Quantification Methods

Neither the IFRS 9 standard, nor regulatory guidance, are prescriptive as to the methodology for how expected credit losses should be estimated, nor the type of macro-economic variables that should be considered. Indeed, the IFRS 9 standard does not explicitly mandate the use of any model. Nevertheless, in the time that has elapsed since publication of the draft standard, a consensus is beginning to emerge whereby:

  • Econometric models are developed to quantify the historical relationship between macroeconomic factors and generate some number of forward-looking scenarios; and
  • Scenario-conditional expected credit loss quantification models are developed to quantify the impact of a given scenario on credit losses.

One of the least developed areas remains the interface between econometric modelling and credit modelling. Here, one of the least-examined areas is non-linearity. Whilst many firms have introduced non-linear mapping functions into the relationship between credit losses and the macro-economy, comparatively few have explored the possibility that the macroeconomic system might exhibit significantly different responses during normal versus stressed periods. This variability in response can be modelled using a "regime-switching" approach. This family of models in-effect runs two-separate sub-models and produces a blended result. The blending can be continuous, or a simple switch between sub-models that occurs at some pre-determined threshold. In the following section, we explore whether a threshold model can provide better forecasts of UK market unsecured write-off rates.

Unsecured Write-Offs

Amongst credit portfolios, unsecured personal lending stands out as one of the most challenging to model. Contractual features such as an unbounded period of risk and lack of collateral can lead to stress losses (as well as variability of estimates) that exceed those seen in typical secured lending.

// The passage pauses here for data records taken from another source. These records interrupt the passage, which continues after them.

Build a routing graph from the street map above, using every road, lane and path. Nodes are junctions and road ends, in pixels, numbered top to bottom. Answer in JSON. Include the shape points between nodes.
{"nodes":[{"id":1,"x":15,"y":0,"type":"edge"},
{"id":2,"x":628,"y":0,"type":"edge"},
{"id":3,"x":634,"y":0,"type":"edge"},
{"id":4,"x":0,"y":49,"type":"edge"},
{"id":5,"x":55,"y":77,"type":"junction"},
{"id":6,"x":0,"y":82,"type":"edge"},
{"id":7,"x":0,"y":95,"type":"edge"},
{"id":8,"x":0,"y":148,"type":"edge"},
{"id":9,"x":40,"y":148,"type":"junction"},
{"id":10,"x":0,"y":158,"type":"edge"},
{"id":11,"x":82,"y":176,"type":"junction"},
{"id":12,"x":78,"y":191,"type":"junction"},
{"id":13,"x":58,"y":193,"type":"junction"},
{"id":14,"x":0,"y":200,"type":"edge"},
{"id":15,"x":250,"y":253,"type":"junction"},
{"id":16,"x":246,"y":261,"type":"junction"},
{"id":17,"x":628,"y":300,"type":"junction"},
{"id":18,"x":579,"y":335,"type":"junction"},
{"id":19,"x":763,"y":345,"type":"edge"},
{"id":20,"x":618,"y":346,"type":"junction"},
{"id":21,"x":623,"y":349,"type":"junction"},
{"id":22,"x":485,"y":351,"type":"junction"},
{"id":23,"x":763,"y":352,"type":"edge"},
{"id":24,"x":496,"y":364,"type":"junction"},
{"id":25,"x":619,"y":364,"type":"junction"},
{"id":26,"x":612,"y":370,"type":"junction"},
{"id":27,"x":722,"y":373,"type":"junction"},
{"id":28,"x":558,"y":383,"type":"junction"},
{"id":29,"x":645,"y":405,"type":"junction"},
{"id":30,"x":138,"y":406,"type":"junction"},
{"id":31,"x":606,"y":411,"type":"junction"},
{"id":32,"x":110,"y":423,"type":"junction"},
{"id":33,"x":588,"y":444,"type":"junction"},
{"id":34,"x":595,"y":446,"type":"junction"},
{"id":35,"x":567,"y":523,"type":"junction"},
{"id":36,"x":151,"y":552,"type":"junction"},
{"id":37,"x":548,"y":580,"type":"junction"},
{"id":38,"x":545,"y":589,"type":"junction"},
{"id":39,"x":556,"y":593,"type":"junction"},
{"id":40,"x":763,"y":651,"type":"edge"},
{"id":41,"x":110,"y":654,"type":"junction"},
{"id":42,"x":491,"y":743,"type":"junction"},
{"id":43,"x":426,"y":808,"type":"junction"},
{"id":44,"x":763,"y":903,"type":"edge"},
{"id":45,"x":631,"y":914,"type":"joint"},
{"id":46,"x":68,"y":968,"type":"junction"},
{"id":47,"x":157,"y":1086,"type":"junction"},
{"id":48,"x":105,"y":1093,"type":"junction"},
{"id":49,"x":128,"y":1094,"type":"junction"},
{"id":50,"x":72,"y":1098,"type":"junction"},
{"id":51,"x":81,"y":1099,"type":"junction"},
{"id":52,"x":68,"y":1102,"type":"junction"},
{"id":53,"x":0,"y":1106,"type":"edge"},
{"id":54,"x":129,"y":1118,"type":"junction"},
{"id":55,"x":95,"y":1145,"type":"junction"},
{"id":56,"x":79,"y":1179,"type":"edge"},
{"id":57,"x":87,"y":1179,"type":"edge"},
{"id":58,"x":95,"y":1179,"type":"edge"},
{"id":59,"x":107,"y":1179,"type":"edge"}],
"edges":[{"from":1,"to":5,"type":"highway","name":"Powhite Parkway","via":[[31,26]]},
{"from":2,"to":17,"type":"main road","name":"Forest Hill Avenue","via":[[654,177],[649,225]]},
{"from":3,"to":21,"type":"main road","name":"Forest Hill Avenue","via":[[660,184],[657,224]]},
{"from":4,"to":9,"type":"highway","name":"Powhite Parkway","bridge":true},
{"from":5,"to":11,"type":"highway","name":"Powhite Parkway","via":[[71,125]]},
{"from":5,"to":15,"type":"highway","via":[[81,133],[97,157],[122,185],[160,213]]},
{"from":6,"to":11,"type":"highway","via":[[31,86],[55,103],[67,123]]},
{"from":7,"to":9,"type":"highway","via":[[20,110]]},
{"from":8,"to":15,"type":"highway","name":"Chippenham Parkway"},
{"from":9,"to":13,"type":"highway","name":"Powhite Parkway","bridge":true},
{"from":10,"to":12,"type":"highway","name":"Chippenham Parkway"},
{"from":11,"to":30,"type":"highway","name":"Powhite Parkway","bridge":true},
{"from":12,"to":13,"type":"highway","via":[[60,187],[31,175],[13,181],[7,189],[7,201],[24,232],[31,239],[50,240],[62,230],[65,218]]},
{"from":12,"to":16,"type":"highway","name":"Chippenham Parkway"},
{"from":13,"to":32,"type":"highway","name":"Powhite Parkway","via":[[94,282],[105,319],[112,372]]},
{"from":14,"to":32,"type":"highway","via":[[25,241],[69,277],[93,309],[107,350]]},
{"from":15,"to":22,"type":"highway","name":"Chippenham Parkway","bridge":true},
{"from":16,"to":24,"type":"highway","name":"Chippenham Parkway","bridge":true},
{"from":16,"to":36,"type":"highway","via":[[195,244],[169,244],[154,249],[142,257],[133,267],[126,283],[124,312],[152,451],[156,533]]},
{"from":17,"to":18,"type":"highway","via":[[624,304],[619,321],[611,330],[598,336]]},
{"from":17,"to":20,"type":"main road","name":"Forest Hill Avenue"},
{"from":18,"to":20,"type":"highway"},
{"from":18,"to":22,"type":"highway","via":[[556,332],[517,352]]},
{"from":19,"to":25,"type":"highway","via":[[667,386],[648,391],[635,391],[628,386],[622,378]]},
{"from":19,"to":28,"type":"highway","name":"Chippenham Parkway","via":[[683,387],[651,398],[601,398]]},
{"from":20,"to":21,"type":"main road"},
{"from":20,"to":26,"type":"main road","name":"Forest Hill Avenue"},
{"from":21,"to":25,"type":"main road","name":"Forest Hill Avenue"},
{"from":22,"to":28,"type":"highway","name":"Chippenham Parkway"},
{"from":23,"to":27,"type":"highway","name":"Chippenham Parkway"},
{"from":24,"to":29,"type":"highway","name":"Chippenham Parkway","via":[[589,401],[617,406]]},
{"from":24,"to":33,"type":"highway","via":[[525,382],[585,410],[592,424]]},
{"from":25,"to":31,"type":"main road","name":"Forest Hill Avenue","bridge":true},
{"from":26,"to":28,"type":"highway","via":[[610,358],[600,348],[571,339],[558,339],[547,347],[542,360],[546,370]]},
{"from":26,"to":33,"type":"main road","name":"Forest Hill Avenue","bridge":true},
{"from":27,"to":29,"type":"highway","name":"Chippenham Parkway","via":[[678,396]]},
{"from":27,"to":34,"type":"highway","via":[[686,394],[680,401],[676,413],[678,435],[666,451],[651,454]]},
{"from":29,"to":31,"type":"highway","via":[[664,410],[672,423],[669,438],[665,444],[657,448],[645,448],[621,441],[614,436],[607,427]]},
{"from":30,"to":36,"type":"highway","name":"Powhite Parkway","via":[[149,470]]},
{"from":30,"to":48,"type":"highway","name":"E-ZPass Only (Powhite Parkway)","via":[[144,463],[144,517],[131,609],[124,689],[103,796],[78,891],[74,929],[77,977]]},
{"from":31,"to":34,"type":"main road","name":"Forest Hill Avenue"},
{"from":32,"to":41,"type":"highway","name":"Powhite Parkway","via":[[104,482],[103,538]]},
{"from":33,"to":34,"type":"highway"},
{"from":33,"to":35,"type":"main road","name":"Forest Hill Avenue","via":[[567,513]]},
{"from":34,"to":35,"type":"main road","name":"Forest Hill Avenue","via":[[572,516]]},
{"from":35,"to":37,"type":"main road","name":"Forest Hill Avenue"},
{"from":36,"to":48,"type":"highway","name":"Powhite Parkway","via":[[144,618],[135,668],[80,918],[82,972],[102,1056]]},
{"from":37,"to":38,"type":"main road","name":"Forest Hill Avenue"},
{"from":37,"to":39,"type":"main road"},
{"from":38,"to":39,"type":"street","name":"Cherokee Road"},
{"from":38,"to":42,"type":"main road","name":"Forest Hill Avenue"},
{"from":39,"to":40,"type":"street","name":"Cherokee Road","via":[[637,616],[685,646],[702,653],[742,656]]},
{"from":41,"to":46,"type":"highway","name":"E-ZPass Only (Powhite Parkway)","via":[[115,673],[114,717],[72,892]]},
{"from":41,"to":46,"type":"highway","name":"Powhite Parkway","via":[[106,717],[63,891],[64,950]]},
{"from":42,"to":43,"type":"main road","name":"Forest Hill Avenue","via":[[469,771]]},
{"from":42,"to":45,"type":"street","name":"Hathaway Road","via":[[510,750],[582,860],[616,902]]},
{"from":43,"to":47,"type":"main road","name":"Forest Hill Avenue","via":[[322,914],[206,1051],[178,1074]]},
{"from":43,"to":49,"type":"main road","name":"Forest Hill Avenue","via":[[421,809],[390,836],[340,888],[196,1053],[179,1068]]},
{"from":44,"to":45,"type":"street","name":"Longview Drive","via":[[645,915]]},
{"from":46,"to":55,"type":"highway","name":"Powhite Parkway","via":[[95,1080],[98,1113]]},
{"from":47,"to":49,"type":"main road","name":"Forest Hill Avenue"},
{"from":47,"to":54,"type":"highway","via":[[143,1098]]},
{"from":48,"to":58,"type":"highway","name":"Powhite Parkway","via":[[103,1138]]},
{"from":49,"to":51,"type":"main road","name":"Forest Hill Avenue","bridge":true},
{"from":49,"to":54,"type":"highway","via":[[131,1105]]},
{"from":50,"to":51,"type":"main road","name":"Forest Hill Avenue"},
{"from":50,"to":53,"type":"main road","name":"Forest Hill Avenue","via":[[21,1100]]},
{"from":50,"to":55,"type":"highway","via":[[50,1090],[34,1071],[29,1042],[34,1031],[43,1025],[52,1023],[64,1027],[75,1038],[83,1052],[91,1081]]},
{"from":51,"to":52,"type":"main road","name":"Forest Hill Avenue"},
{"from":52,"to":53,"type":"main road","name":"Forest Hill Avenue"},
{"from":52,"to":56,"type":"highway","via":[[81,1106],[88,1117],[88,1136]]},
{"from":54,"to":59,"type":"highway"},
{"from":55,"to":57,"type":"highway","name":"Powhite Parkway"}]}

We have compared two approaches to estimating the impact of macro-economy on market unsecured write-off rates in the UK:

  1. Linear model: A change in GDP growth from 0% to -2% has the same impact on credit losses as a change from -4% to -6%, for example.
  2. Threshold model: Allows for impacts to change once underlying variables cross a pre-determined threshold – this may reflect that in reality, falls in real income can be sustained to a certain level before an individual has to default. In our example above, these models enable the change in GDP from -4% to -6% to have a far stronger impact on credit losses than a change from 0% to -2% would have.

For this article, we trained a pair of models that established a statistical relationship between unsecured write-offs and the output gap, using a sample comprising the 90 quarters from 1994. The only difference is that our threshold model establishes different relationships above or below a certain threshold value.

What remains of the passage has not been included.